Reproduce the entries shown below only from the line with "ring mcp: (440, 380)" down to the line with "pinky tip: (471, 390)", keeping both end lines and copying each one exactly.

(Bounding box coordinate data)
============================================================

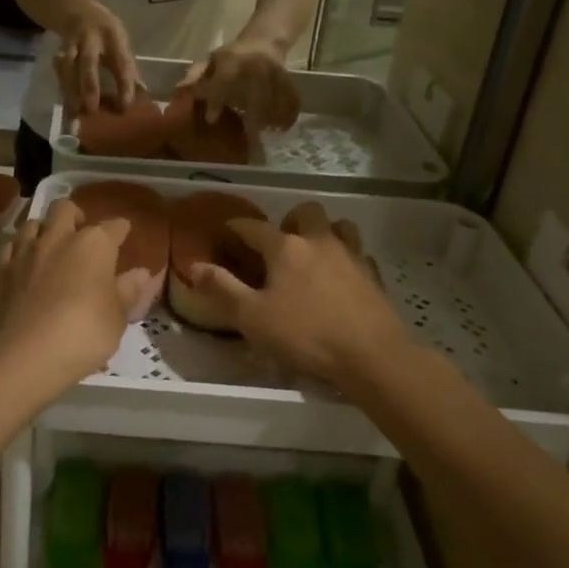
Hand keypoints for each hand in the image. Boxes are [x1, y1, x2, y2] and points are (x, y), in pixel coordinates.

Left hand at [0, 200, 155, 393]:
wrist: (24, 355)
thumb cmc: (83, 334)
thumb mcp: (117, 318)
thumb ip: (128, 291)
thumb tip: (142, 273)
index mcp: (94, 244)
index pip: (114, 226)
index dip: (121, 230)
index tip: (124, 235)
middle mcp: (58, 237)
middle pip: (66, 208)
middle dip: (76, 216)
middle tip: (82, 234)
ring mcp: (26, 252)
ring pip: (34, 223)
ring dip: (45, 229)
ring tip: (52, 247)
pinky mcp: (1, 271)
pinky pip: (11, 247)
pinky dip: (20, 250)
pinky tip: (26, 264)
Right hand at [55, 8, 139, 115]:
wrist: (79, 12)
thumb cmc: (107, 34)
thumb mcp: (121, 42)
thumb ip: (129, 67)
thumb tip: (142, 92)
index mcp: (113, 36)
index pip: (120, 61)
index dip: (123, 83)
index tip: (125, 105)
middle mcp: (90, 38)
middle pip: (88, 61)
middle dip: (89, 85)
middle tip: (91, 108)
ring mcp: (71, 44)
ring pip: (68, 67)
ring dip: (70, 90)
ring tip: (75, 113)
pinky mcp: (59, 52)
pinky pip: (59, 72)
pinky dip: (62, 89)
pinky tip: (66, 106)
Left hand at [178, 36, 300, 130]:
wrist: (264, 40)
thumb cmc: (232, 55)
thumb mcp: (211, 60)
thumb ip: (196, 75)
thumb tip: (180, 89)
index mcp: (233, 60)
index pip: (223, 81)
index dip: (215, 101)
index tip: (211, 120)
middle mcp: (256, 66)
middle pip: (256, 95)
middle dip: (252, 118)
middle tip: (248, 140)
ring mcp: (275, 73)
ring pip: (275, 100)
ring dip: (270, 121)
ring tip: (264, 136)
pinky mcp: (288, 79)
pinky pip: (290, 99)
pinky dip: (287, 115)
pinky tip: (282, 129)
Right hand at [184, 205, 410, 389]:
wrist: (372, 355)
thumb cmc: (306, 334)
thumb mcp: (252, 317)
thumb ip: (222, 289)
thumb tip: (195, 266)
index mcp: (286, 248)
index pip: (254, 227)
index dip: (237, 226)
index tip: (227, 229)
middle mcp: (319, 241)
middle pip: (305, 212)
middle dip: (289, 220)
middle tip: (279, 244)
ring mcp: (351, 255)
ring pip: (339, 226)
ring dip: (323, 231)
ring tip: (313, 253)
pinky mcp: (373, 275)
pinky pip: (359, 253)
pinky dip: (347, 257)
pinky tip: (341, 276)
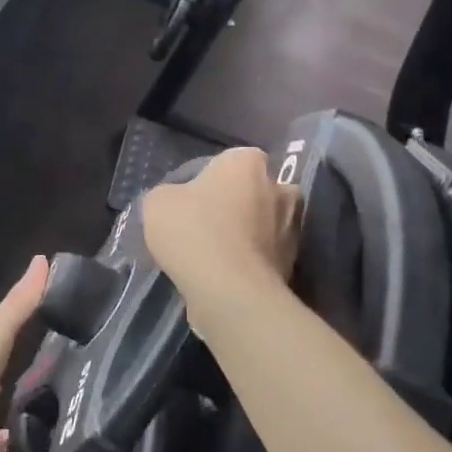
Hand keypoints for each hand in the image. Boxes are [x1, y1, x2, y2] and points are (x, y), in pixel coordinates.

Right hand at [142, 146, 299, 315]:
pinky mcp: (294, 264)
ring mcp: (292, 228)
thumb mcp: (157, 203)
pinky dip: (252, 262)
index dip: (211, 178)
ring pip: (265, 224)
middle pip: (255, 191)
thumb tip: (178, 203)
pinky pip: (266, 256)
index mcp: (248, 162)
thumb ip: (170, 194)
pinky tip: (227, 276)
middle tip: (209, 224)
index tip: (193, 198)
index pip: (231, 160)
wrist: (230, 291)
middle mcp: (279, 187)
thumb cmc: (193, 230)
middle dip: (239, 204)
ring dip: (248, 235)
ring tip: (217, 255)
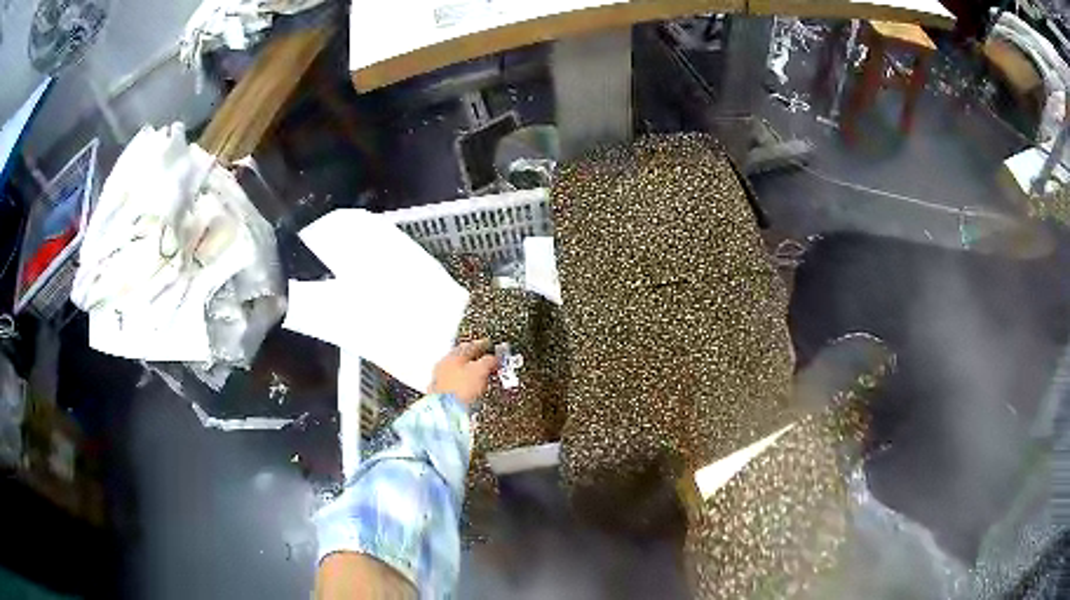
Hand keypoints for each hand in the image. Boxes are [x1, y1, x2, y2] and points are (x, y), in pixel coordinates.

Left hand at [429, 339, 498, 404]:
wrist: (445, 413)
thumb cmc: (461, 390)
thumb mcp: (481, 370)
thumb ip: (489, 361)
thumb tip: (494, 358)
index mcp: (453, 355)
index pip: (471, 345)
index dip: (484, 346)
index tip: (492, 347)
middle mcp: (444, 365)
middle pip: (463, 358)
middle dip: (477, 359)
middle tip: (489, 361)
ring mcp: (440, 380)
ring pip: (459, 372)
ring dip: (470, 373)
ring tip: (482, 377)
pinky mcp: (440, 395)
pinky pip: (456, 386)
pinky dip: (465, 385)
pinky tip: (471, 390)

============================================================

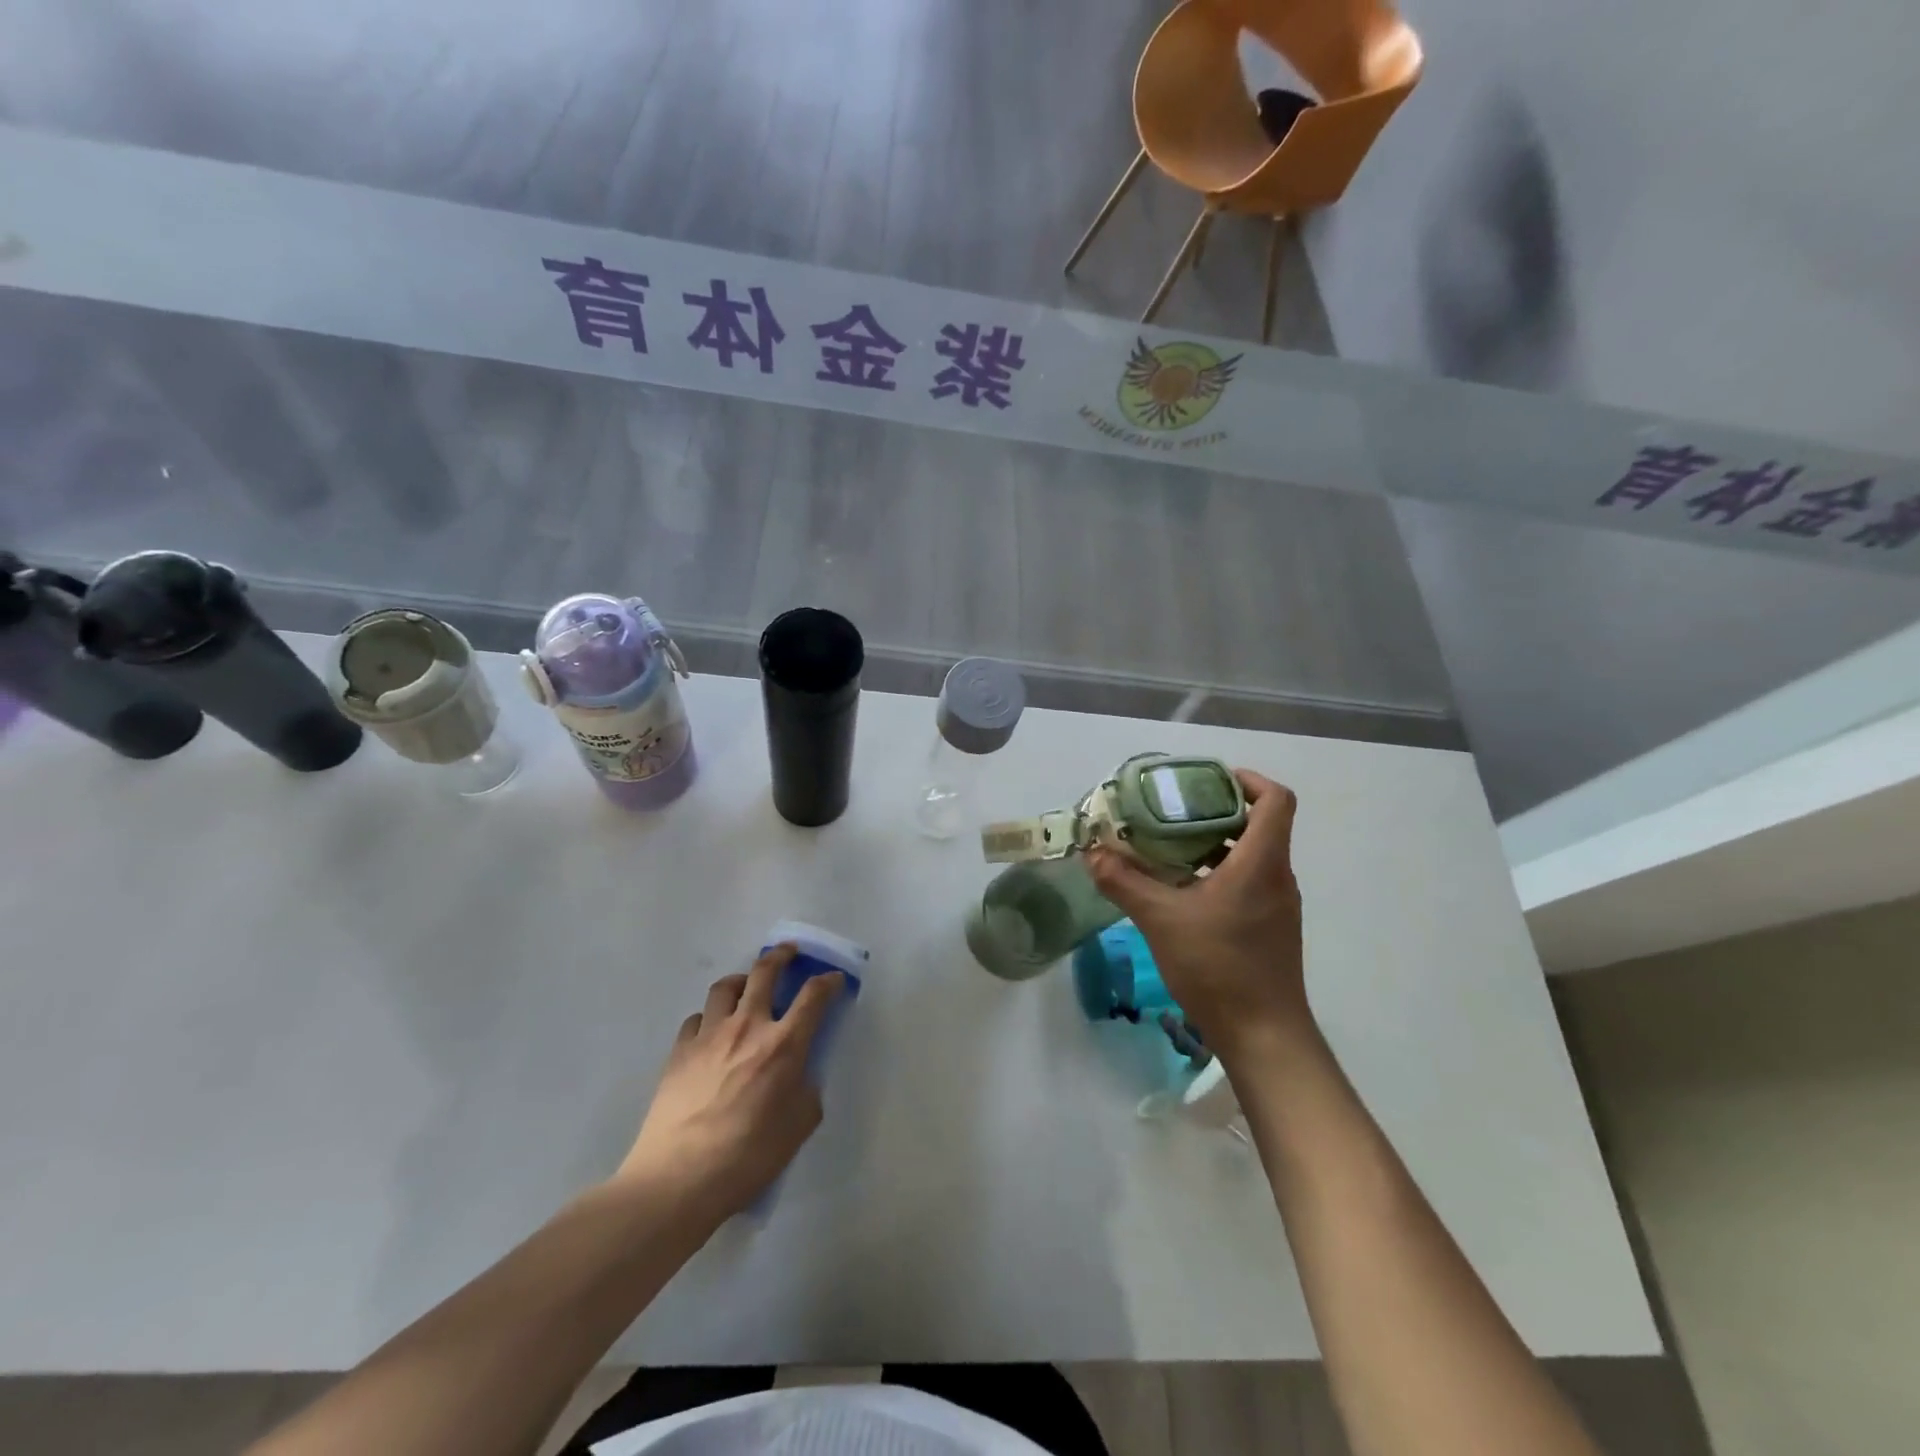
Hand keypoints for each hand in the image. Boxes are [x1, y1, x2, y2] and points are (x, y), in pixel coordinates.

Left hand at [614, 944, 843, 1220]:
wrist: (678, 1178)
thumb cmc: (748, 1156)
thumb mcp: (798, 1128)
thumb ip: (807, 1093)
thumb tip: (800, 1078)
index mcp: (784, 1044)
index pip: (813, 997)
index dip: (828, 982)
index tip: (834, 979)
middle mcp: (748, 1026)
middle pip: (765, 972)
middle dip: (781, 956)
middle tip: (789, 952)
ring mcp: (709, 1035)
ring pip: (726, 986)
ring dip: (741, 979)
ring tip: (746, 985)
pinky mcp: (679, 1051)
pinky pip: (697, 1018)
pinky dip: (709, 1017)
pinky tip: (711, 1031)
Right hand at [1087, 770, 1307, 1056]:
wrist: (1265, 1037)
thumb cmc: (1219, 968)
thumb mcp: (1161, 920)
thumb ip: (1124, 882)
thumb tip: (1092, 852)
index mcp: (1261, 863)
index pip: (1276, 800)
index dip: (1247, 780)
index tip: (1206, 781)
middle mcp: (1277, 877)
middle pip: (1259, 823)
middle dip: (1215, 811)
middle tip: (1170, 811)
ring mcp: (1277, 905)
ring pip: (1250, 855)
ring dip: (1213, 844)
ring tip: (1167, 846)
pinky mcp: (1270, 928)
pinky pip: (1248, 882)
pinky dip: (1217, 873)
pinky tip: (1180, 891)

============================================================

▶ SOLUTION TO THIS TASK
ring mcp: (440, 380)
ring pip: (459, 372)
ring dip: (470, 373)
ring tip: (482, 377)
pinky mcp: (440, 395)
pinky pip: (456, 386)
pinky dip: (465, 385)
pinky tip: (471, 390)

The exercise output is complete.